6. Make the Maple-Caramel Glaze

  • As shown in the image, the glaze is thick and glossy, achieved by reduction. In a small saucepan, bring the maple syrup to a gentle simmer over medium heat. Do not let it boil vigorously.

  • Simmer the syrup for 5–7 minutes, stirring occasionally. It will start to slightly thicken and change color to a deeper amber.

  • Carefully whisk in the coconut cream (or heavy cream), coconut oil (or butter), vanilla, and salt. It will bubble up.

  • Reduce the heat to low and continue to cook, stirring constantly, for 1–2 minutes, until the glaze is smooth and uniform.

  • Remove from the heat and let it cool in the pan for about 10–15 minutes. The glaze will thicken significantly as it cools. You want it to be thick enough to cling to the cake but still pourable.

7. Assemble and Serve

  • Place the cooled cake on a serving platter or a piece of parchment paper.

  • Arrange the 1 cup of reserved whole/halved walnuts across the top of the cake.

  • Slowly pour the warm maple-caramel glaze over the top of the walnuts and the entire cake, allowing it to pool and creating beautiful, thick drips down the sides, as seen in the image.

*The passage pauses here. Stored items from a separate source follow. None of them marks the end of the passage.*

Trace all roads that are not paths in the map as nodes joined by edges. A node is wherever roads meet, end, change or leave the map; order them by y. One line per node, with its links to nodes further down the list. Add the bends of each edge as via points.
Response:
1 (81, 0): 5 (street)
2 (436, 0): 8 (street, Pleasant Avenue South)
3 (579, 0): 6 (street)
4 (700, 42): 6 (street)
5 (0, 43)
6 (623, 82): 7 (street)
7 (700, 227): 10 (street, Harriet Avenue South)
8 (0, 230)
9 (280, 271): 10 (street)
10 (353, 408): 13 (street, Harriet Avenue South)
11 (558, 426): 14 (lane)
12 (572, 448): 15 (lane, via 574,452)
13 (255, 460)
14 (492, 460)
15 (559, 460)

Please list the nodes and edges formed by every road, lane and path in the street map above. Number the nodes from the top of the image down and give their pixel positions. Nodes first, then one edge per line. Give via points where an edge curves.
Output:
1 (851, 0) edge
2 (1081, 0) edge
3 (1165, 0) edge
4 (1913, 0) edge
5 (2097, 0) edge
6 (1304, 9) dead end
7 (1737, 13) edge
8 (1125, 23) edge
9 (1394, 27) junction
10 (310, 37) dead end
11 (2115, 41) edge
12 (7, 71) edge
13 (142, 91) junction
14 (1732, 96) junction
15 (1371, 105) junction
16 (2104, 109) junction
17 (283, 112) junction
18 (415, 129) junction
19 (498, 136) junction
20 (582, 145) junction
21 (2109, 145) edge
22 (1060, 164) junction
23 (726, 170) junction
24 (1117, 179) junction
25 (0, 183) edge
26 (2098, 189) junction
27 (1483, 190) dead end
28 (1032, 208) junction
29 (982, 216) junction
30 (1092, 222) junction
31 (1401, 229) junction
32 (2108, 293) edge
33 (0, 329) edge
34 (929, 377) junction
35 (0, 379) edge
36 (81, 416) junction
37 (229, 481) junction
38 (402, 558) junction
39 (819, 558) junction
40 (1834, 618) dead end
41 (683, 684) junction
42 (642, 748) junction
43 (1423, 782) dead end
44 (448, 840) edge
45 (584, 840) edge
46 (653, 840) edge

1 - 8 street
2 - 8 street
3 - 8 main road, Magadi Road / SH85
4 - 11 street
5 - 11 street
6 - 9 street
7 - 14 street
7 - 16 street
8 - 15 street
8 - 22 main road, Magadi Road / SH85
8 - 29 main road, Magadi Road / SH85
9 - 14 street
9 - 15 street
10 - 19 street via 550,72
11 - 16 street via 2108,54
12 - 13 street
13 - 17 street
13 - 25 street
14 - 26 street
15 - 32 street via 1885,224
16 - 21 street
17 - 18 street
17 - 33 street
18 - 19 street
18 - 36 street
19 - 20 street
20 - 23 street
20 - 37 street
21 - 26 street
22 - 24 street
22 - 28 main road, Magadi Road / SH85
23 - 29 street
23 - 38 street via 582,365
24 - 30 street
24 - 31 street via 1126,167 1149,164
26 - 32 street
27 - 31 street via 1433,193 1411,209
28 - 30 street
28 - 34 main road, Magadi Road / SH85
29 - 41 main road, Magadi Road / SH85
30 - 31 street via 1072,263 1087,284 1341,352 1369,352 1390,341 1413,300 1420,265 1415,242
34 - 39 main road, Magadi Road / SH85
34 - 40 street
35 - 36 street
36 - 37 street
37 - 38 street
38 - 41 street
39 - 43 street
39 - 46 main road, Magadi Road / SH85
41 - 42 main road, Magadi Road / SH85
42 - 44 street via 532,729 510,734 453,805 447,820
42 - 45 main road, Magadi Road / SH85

  • Wait at least 15 minutes for the glaze to "set" slightly before slicing.

  • To serve, use a sharp knife to cut into squares, revealing the dense, moist crumb. As pictured, you can even spoon any extra glaze onto the plate.


Pro-Tips for Success

  • Cool Completely: Make sure the cake is cool and the glaze is not boiling hot. If either is too warm, the glaze will just soak into the cake instead of creating that iconic, thick coating.

  • The "Pourable-yet-Thick" Glaze: The key is to reduction. You are essentially turning the syrup into a caramel sauce. If your glaze seems too thin, let it cool for another 5 minutes in the saucepan, stirring, until it resists slightly. If it's too thick, you can warm it very gently for 10–20 seconds over low heat while stirring.

  • Storage: This cake is incredibly moist. Once the glaze is fully set, store it in an airtight container at room temperature for up to 3 days. It can also be refrigerated for up to 5 days, though the glaze may soften slightly. This cake is best served at room temperature.